A new partnership to combat PTSD

Thursday, March 16, 2017

The UW Prevention Neuroscience Lab is partnering with Parkwood Hospital Research Institute to improve the mental health of Canadian military personnel suffering from Post-traumatic Stress Disorder (PTSD). Clinical psychologist and AHS faculty member, Dr. Peter Hall and neuropsychiatrist, Dr. Amer Burhan of Parkwood Institute-Mental Health Therapeutic Brain Stimulation Program, are leading the study in collaboration with Veterans Affairs Operational Stress Injury Clinics in Waterloo and London, Ontario.

The study will test the effects of using brain enhancement strategies to amplify the effects of cognitive therapy in a way that has not been previously attempted.

"The idea is to leverage neurobiological systems to open the gates for a cognitive therapy" says Hall.

The type of cognitive therapy being employed is currently the front line-treatment for PTSD in North America, an approach called Cognitive Processing Therapy (CPT).  CPT involves encouraging PTSD sufferers to develop new ways to think about and respond to trauma-related stimuli. It has been proven more effective than any other intervention, and yet not everyone is able to fully benefit from it. 

The challenge, according to Hall, is that CPT requires the ability to self-reflect, change entrenched thinking patterns and keep negative emotions in check, even when they are triggered in the therapeutic session; all of these are processes are adversely affected by the condition itself. That is, CPT asks patients to do exactly what they have largely had trouble doing up to this point, sometimes leading to treatment drop-out, non-adherence or only partial treatment response.

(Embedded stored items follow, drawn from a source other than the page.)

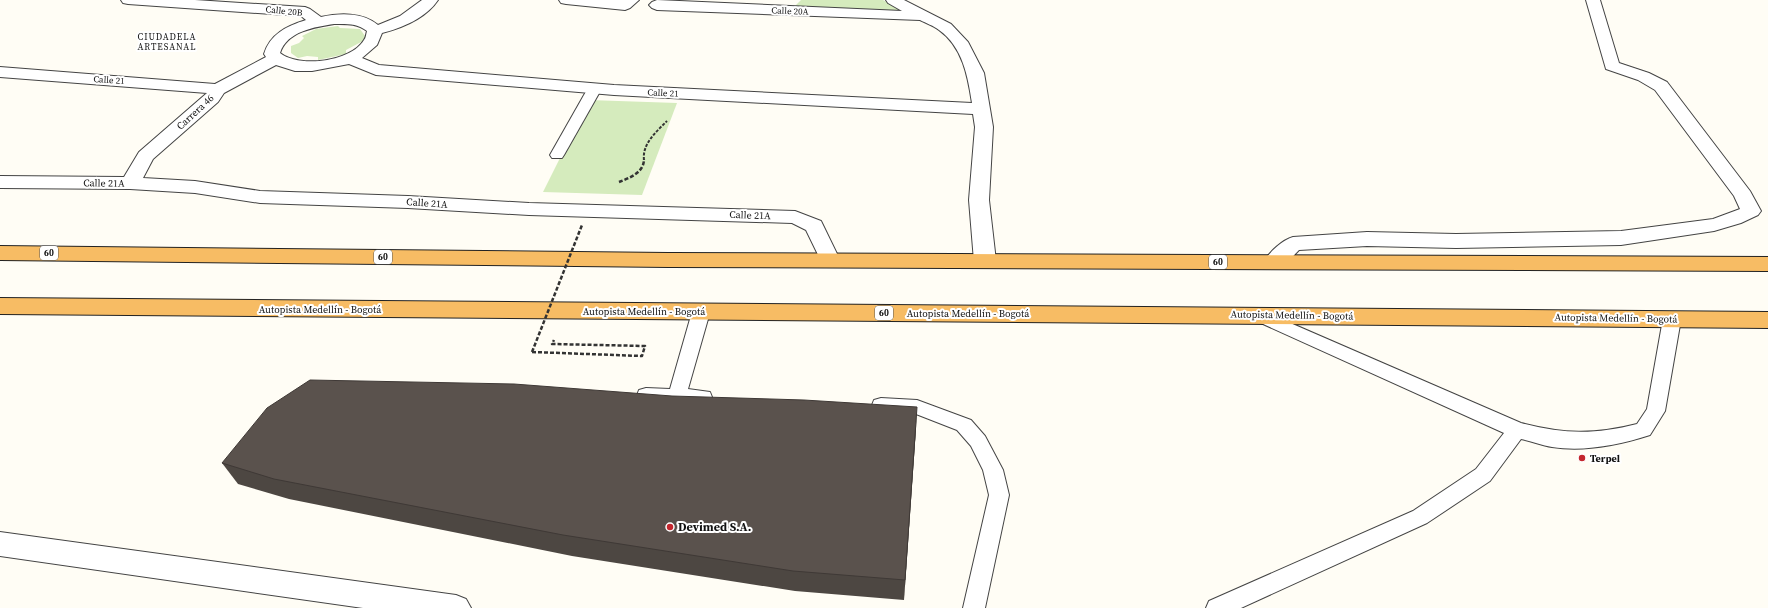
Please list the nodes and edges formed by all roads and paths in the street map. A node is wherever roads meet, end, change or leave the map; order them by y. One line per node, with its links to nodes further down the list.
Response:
1 (128, 0): 10 (street, Calle 20B)
2 (431, 0): 11 (street)
3 (566, 0): 4 (street)
4 (632, 0)
5 (893, 0): 9 (street)
6 (1592, 0): 26 (street)
7 (787, 5): 8 (street, Calle 20A); 9 (street, Calle 20A)
8 (657, 6)
9 (924, 16): 17 (street)
10 (318, 22): 11 (street); 13 (street)
11 (375, 30): 12 (street)
12 (349, 58): 13 (street); 15 (street, Calle 21)
13 (275, 59): 16 (street, Carrera 46)
14 (0, 72): 16 (street, Calle 21)
15 (595, 88): 17 (street, Calle 21); 19 (lane)
16 (218, 89): 21 (street, Carrera 46)
17 (980, 109): 25 (street)
18 (668, 120): 22 (path)
19 (557, 155)
20 (0, 182): 21 (street, Calle 21A)
21 (130, 183): 22 (street, Calle 21A)
22 (580, 217): 24 (street, Calle 21A); 33 (path, bridge)
23 (0, 253): 24 (highway, 60)
24 (830, 260): 25 (highway, 60)
25 (985, 261): 26 (highway, 60)
26 (1274, 262): 27 (highway, 60)
27 (1768, 264)
28 (0, 306): 29 (highway, Autopista Medellín - Bogotá / 60)
29 (701, 312): 30 (highway, Autopista Medellín - Bogotá / 60); 35 (lane)
30 (1257, 315): 31 (highway, Autopista Medellín - Bogotá / 60); 38 (lane)
31 (1672, 319): 32 (highway, Autopista Medellín - Bogotá / 60); 38 (lane)
32 (1768, 320)
33 (555, 338)
34 (631, 394): 35 (lane)
35 (677, 396): 36 (lane)
36 (717, 398)
37 (861, 404): 41 (lane)
38 (1517, 430): 42 (lane)
39 (0, 544): 40 (street)
40 (456, 608)
41 (974, 608)
42 (1217, 608)

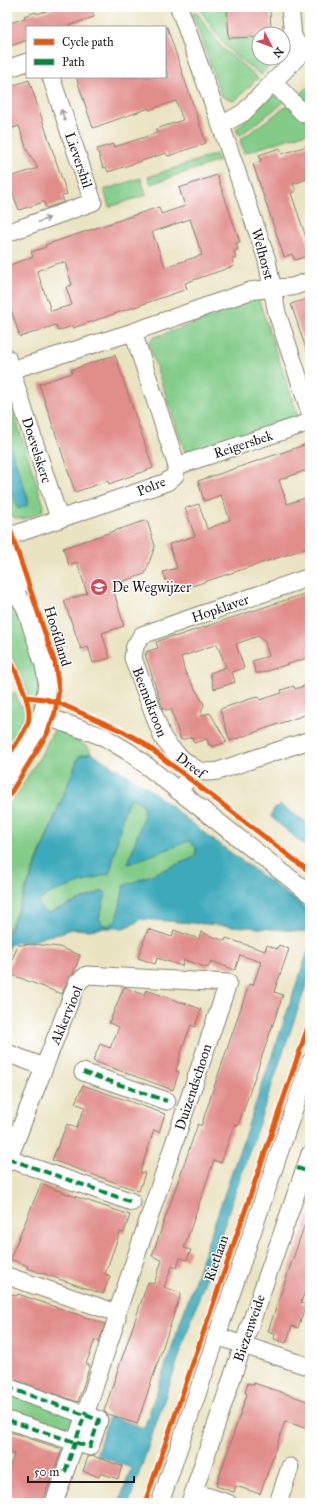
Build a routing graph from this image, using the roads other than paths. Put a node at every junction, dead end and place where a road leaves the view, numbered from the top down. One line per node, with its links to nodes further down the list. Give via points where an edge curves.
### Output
1 (179, 7): 9 (street, Welhorst)
2 (290, 7): 3 (street, via 293,36)
3 (306, 48): 7 (street)
4 (26, 62): 5 (street)
5 (7, 69)
6 (50, 78): 10 (street, Lievershil, one-way to 6, via 93,202)
7 (274, 83): 8 (street, via 303,113); 9 (street, via 243,113)
8 (310, 116)
9 (221, 125): 12 (street, Welhorst, via 267,260)
10 (7, 233)
11 (310, 281): 12 (street, via 292,287)
12 (272, 288): 13 (street, Welhorst, via 250,291); 15 (street, via 277,313)
13 (133, 332): 14 (street, Welhorst); 17 (street, Polre)
14 (9, 364): 18 (street, Doevelskerc)
15 (310, 412)
16 (310, 422): 17 (street, Reigersbek)
17 (177, 466): 18 (street, Polre, via 175,475 167,482)
18 (59, 518): 19 (street, Polre)
19 (7, 537)
20 (7, 548): 23 (street, Hoofdland, via 15,560 25,590)
21 (7, 570): 23 (street, Hoofdland, via 16,593)
22 (310, 577): 24 (street, Hopklaver, via 142,635)
23 (25, 606): 25 (street, Hoofdland, via 46,674)
24 (135, 646): 27 (street, Beemdkroon, via 133,658 162,736 168,746)
25 (42, 715): 28 (street, Hoofdland, via 36,731); 29 (street, Dreef, via 92,732 117,744)
26 (310, 740): 27 (street, via 218,771)
27 (196, 769): 29 (street)
28 (7, 778)
29 (178, 791): 30 (street, Dreef)
30 (310, 894)
31 (98, 975): 34 (street, Akkerviool, via 87,975 76,983); 42 (street, Duizendschoon, via 228,983)
32 (7, 1053): 34 (street)
33 (310, 1062): 43 (street, Rietlaan)
34 (44, 1067): 38 (street, Akkerviool)
35 (83, 1072): 36 (street)
36 (167, 1101)
37 (310, 1154): 39 (street, Biezenweide)
38 (8, 1161): 40 (street)
39 (304, 1170): 44 (street, Biezenweide)
40 (132, 1202)
41 (7, 1276): 42 (street)
42 (117, 1313): 47 (street, Duizendschoon)
43 (216, 1336): 44 (street); 53 (street, Rietlaan)
44 (243, 1345): 45 (street); 51 (street, Biezenweide)
45 (310, 1367)
46 (7, 1387): 47 (street)
47 (86, 1413): 49 (street, Duizendschoon)
48 (7, 1420): 49 (street)
49 (75, 1443): 52 (street, Duizendschoon)
50 (290, 1467): 55 (street)
51 (192, 1497): 54 (street)
52 (54, 1503)
53 (160, 1503)
54 (228, 1503)
55 (278, 1503)

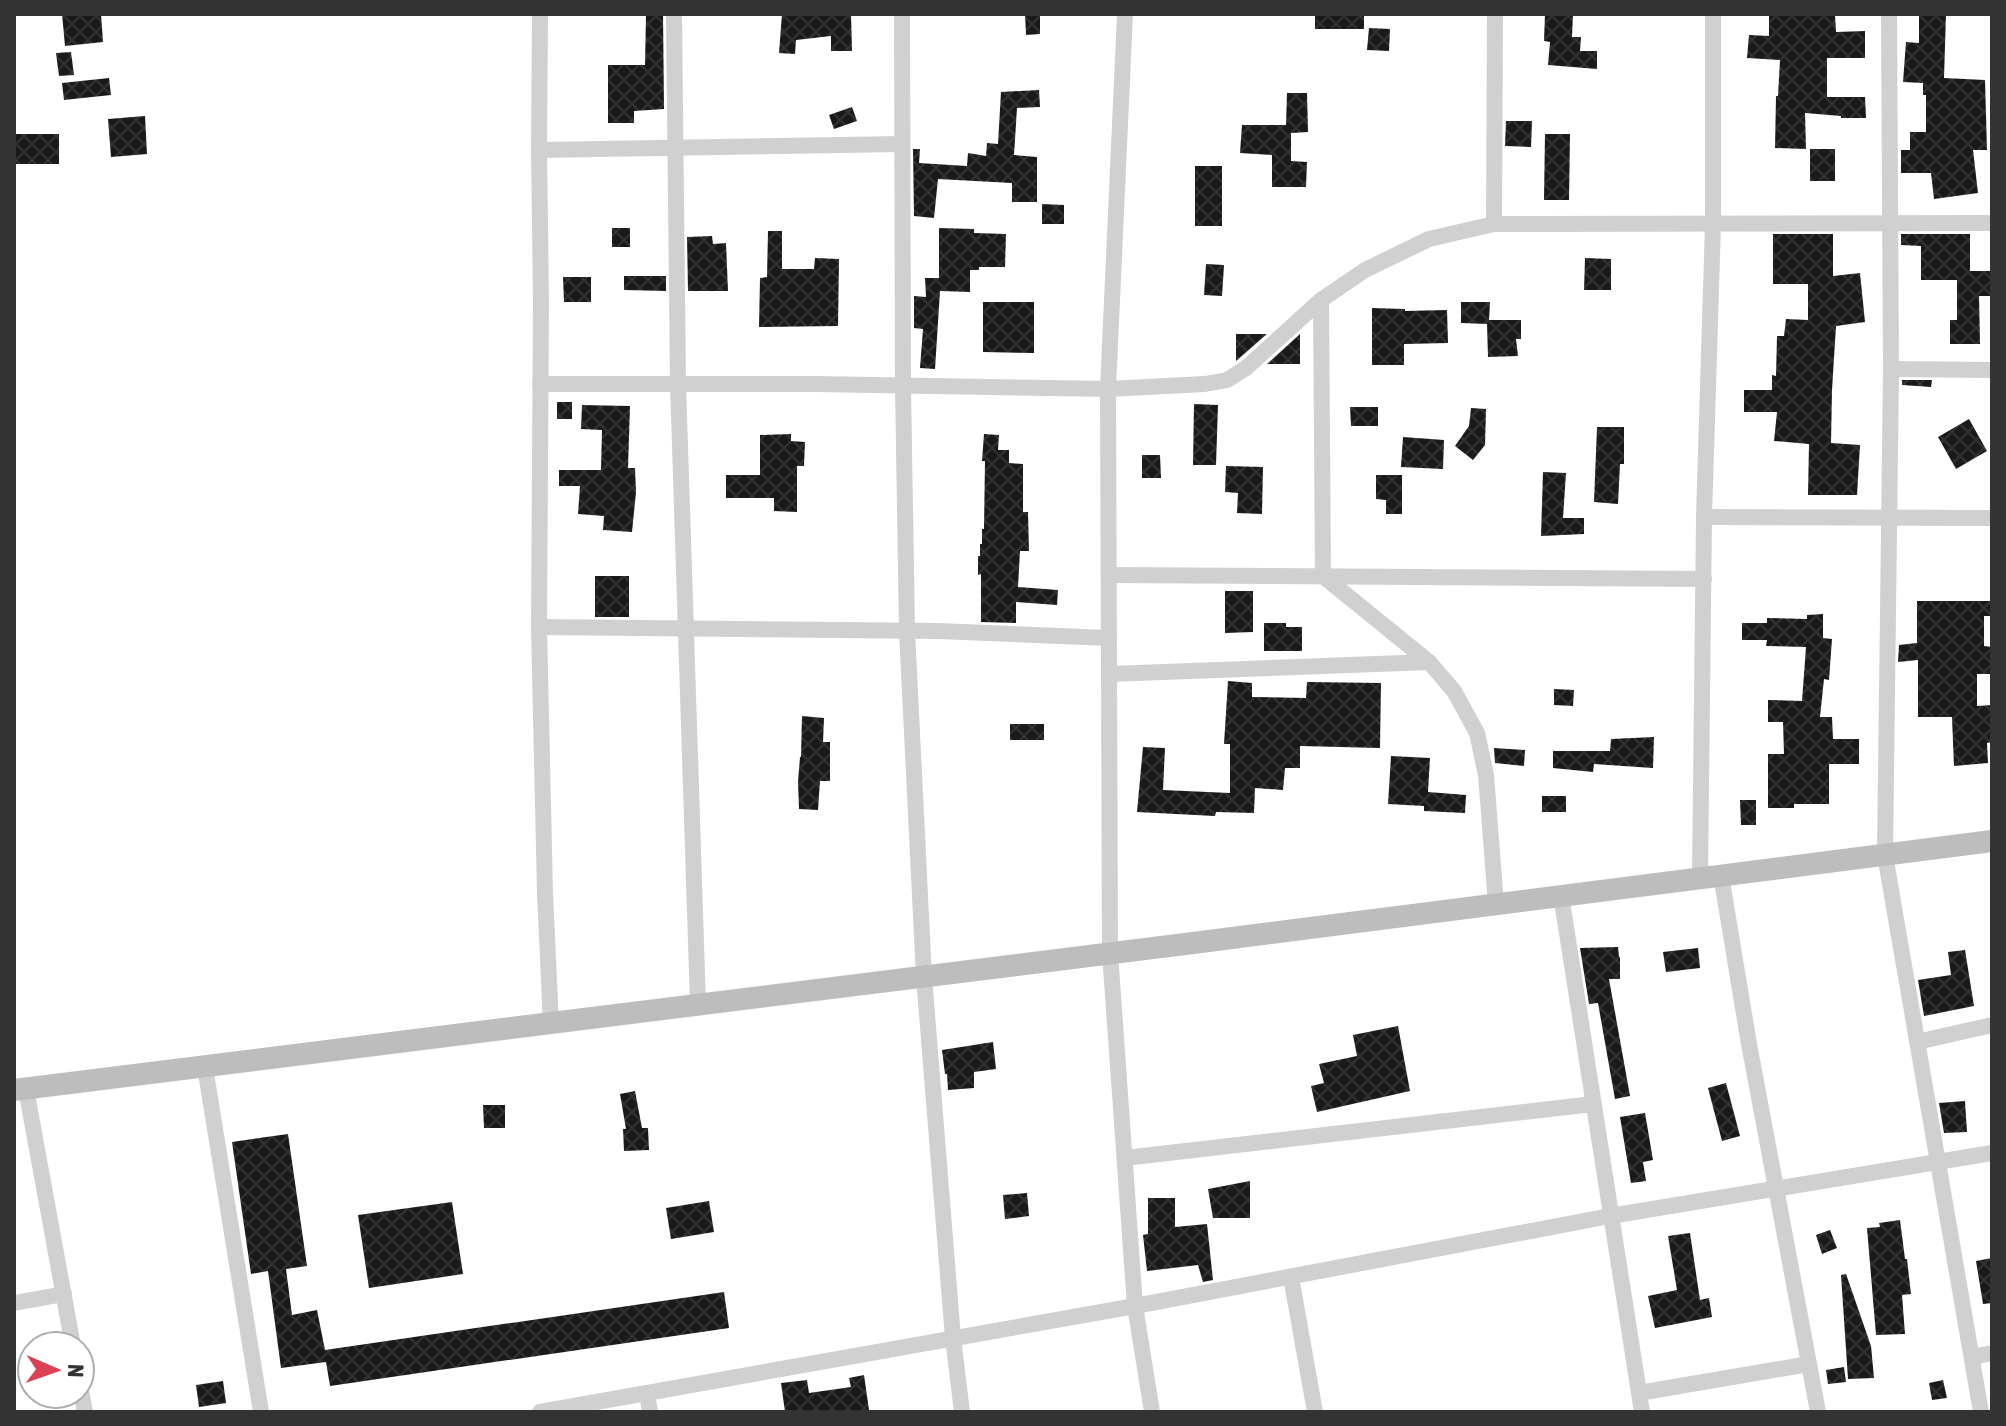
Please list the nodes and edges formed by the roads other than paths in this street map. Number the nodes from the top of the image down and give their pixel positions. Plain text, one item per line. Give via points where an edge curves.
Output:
1 (540, 14) edge
2 (674, 14) edge
3 (902, 14) edge
4 (1125, 14) edge
5 (1495, 14) edge
6 (1713, 14) edge
7 (1889, 14) edge
8 (902, 144) junction
9 (675, 149) junction
10 (539, 150) junction
11 (1992, 223) edge
12 (1494, 224) junction
13 (1713, 224) junction
14 (1889, 224) junction
15 (1321, 300) junction
16 (1891, 369) junction
17 (1992, 370) edge
18 (540, 384) junction
19 (678, 384) junction
20 (903, 386) junction
21 (1108, 389) junction
22 (1704, 517) junction
23 (1888, 517) junction
24 (1992, 518) edge
25 (1109, 575) junction
26 (1323, 576) junction
27 (1704, 579) junction
28 (539, 627) junction
29 (685, 629) junction
30 (907, 631) junction
31 (1109, 638) junction
32 (1429, 662) junction
33 (1109, 674) junction
34 (1992, 841) edge
35 (1885, 855) junction
36 (1710, 876) junction
37 (1561, 895) junction
38 (1496, 904) junction
39 (1110, 953) junction
40 (924, 977) junction
41 (698, 1005) junction
42 (551, 1024) junction
43 (1992, 1025) edge
44 (1917, 1042) junction
45 (205, 1067) junction
46 (20, 1089) edge
47 (1593, 1104) junction
48 (1992, 1153) edge
49 (1125, 1158) junction
50 (1937, 1161) junction
51 (1777, 1188) junction
52 (1610, 1216) junction
53 (1291, 1277) junction
54 (64, 1294) junction
55 (14, 1303) edge
56 (1135, 1306) junction
57 (70, 1330) edge
58 (953, 1338) junction
59 (1992, 1353) edge
60 (1972, 1357) junction
61 (1809, 1364) junction
62 (647, 1393) junction
63 (1639, 1393) junction
64 (261, 1412) edge
65 (540, 1412) edge
66 (650, 1412) edge
67 (962, 1412) edge
68 (1152, 1412) edge
69 (1315, 1412) edge
70 (1642, 1412) edge
71 (1818, 1412) edge
72 (1981, 1412) edge

1 - 10 street
2 - 9 street
3 - 8 street
4 - 21 street
5 - 12 street
6 - 13 street
7 - 14 street
8 - 9 street
8 - 20 street
9 - 10 street
9 - 19 street
10 - 18 street
11 - 14 street
12 - 13 street
12 - 15 street via 1429,239 1365,270
13 - 14 street
13 - 22 street
14 - 16 street
15 - 21 street via 1227,380
15 - 26 street
16 - 17 street
16 - 23 street
18 - 19 street
18 - 28 street
19 - 20 street
19 - 29 street
20 - 21 street
20 - 30 street
21 - 25 street
22 - 23 street
22 - 27 street
23 - 24 street
23 - 35 street
25 - 26 street
25 - 31 street
26 - 27 street
26 - 32 street
27 - 36 street
28 - 29 street
28 - 42 street
29 - 30 street
29 - 41 street
30 - 31 street
30 - 40 street
31 - 33 street
32 - 33 street
32 - 38 street via 1454,691 1477,733 1486,775
33 - 39 street
34 - 35 main road
35 - 36 main road
35 - 44 street
36 - 37 main road
36 - 51 street
37 - 38 main road
37 - 47 street
38 - 39 main road
39 - 40 main road
39 - 49 street
40 - 41 main road
40 - 58 street
41 - 42 main road
42 - 45 main road
43 - 44 street
44 - 50 street
45 - 46 main road
45 - 64 street
46 - 54 street
47 - 49 street
47 - 52 street
48 - 50 street
49 - 56 street
50 - 51 street
50 - 60 street
51 - 52 street
51 - 61 street
52 - 53 street
52 - 63 street
53 - 56 street
53 - 69 street
54 - 55 street
54 - 57 street
56 - 58 street
56 - 68 street
58 - 62 street
58 - 67 street
59 - 60 street
60 - 72 street
61 - 63 street
61 - 71 street
62 - 65 street
62 - 66 street
63 - 70 street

“We know that the capacity to engage in meta-cognition—or thinking about thinking—and our ability to suspend default thinking patterns and emotional reactions is dependent partially on the brain’s executive control network,” says Hall, “We also know of two very good techniques for optimizing the executive control system: aerobic exercise and repetitive transcranial magnetic stimulation (rTMS).”

Both exercise and rTMS have been shown to enhance brain networks that support self-reflection and self-control, with may serve to amplify the effects of CPT. “The potential for synergy between brain-optimization and CPT is substantial, and this is exactly what we will be testing.”

A major focus of the study will also be to test what military personnel’s attitudes are toward each treatment package. “We think that there may be some systematic preferences for one treatment package over the other, but we don’t for sure know which way it will go. Ultimately, it is an empirical question; that is, it is a question that we can answer by collecting data, rather than relying on our own best guesses.”

The question of preferences may be an important one if the treatment packages turn out to be roughly equivalent in effectiveness.

“Collaboration between Parkwood Institute-Mental Health Brain Stimulation Program and the UW Prevention Neuroscience Lab is a great opportunity to combine two different but likely synergistic interventions (cognitive processing therapy and brain optimization) to address a significant and complex issue” says Burhan, “we are very excited about this collaboration.”